Start of WORKING DATA

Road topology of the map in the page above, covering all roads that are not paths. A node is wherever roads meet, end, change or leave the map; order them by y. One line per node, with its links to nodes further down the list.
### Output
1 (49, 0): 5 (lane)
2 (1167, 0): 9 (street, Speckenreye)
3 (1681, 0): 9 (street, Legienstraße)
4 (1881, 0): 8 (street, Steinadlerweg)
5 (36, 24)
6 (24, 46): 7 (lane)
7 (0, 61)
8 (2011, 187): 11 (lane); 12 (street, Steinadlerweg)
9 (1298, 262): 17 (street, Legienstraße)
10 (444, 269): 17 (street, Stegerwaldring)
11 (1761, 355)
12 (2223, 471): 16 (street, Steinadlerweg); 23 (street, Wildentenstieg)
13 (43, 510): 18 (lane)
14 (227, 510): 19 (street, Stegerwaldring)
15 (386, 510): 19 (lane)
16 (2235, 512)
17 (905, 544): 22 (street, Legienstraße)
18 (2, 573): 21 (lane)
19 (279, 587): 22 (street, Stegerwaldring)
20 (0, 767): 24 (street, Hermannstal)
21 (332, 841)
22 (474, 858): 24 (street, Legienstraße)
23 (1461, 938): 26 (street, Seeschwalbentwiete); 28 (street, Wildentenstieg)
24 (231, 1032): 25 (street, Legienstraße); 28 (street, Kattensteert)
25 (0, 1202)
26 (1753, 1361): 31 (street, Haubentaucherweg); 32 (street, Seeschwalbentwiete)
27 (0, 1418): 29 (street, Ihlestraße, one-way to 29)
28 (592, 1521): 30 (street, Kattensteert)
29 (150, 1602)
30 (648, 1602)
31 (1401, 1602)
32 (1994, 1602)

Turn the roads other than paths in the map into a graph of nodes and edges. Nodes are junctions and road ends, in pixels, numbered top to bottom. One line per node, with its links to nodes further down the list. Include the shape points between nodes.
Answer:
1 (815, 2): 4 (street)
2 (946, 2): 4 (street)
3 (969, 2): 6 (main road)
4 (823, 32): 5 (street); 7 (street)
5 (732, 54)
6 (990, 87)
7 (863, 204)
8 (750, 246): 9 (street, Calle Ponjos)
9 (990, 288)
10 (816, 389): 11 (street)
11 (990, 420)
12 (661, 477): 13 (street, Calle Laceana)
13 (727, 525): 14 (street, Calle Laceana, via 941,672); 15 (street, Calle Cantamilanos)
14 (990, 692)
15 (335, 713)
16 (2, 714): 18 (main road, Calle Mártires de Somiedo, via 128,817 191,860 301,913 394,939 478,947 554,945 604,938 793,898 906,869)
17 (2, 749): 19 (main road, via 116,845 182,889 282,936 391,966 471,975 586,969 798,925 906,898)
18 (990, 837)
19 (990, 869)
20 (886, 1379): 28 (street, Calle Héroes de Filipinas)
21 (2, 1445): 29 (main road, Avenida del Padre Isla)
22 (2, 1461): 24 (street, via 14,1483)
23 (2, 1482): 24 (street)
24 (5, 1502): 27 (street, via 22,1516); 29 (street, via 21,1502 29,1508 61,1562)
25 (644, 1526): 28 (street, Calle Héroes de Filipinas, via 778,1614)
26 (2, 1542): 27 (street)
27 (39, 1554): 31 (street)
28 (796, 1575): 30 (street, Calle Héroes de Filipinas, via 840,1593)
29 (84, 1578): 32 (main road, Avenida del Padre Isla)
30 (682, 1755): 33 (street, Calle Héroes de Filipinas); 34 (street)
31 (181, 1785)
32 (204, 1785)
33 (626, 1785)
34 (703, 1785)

End of WORKING DATA

If a line in the entries includes the word "paths", copy that line out.

- WRITTEN REPLY
Road topology of the map in the page above, covering all roads that are not paths. A node is wherever roads meet, end, change or leave the map; order them by y. One line per node, with its links to nodes further down the list.
Turn the roads other than paths in the map into a graph of nodes and edges. Nodes are junctions and road ends, in pixels, numbered top to bottom. One line per node, with its links to nodes further down the list. Include the shape points between nodes.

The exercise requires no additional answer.